Structural Gender Inequality and Power Dynamics in Abortion Legislation
Original framing: “Gender, Power, and the Stories Abortion Laws Tell” — bing news
The original framing omits the role of Indigenous and non-Western perspectives on reproductive autonomy, the historical roots of gendered control in law and religion, and the intersection of abortion legislation with economic and labor policies. It also fails to address how these laws disproportionately affect marginalized communities, including low-income women, LGBTQ+ individuals, and racial minorities.
Medium structural omission detected in mainstream coverage.
This narrative is primarily produced by academic and media institutions in the Global North, often for audiences with Western liberal values.

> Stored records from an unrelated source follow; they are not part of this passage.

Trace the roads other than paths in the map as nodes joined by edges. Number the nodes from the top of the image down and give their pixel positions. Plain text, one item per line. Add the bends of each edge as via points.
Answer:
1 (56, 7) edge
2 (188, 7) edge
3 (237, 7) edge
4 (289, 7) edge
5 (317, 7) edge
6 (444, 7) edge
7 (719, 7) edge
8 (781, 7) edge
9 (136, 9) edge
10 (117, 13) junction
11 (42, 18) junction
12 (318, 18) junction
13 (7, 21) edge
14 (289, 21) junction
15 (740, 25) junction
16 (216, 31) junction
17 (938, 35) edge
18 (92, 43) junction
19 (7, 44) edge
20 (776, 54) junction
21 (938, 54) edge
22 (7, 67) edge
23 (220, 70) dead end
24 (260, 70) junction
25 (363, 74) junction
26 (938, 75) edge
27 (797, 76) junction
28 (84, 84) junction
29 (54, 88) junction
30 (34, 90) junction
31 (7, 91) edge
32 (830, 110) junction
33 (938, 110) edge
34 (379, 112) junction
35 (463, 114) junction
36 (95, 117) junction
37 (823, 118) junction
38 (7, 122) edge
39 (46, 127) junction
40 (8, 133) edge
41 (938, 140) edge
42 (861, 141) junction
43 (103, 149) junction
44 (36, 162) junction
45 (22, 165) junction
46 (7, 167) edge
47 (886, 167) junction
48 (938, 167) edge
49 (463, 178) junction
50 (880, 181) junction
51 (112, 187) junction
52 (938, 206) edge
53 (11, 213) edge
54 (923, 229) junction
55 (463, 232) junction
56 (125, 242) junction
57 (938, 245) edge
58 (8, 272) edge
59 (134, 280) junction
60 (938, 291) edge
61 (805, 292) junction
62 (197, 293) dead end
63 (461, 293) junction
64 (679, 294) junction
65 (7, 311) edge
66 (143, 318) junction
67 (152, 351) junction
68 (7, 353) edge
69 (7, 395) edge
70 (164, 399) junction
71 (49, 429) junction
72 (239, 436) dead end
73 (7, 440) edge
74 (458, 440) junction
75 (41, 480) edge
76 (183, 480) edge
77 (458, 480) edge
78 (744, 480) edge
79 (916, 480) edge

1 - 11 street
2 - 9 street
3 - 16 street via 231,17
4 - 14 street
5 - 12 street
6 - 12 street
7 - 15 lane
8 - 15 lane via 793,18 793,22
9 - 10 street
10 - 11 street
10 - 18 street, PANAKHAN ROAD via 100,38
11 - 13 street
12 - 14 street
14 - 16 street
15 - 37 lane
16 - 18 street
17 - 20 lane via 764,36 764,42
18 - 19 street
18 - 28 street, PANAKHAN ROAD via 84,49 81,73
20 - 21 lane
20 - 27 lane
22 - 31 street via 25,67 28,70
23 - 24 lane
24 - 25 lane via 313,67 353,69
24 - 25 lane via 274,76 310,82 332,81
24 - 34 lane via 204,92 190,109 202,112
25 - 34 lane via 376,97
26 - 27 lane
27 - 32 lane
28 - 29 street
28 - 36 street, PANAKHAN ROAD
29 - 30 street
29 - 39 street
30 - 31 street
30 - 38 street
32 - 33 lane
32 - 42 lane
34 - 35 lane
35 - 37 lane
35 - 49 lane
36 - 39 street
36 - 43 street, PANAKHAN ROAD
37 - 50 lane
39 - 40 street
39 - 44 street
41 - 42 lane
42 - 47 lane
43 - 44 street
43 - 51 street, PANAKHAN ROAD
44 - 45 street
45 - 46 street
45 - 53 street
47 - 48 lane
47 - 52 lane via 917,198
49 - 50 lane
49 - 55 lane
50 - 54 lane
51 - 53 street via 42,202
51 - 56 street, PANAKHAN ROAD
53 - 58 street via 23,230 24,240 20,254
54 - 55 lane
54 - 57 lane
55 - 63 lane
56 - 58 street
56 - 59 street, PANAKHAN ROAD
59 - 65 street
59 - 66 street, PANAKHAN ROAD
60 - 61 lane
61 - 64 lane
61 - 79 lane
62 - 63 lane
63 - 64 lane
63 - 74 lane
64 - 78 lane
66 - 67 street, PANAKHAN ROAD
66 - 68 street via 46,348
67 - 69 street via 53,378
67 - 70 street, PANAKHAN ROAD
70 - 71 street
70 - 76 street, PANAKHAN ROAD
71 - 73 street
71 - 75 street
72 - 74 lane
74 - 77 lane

The framing serves to highlight individual rights while obscuring the structural forces—such as religious influence, economic interests, and political ideologies—that underpin abortion legislation. It also risks marginalizing voices from the Global South and Indigenous communities, whose reproductive rights are shaped by different colonial and post-colonial contexts.
Historically, abortion laws have been used as tools of social control, particularly in colonial and post-colonial contexts. The criminalization of abortion in the 19th and 20th centuries in the U.S. was often linked to eugenicist ideologies and the regulation of women's labor and sexuality.
Abortion legislation is a symptom of deeper structural inequalities rooted in patriarchal governance, economic dependence, and colonial legacies.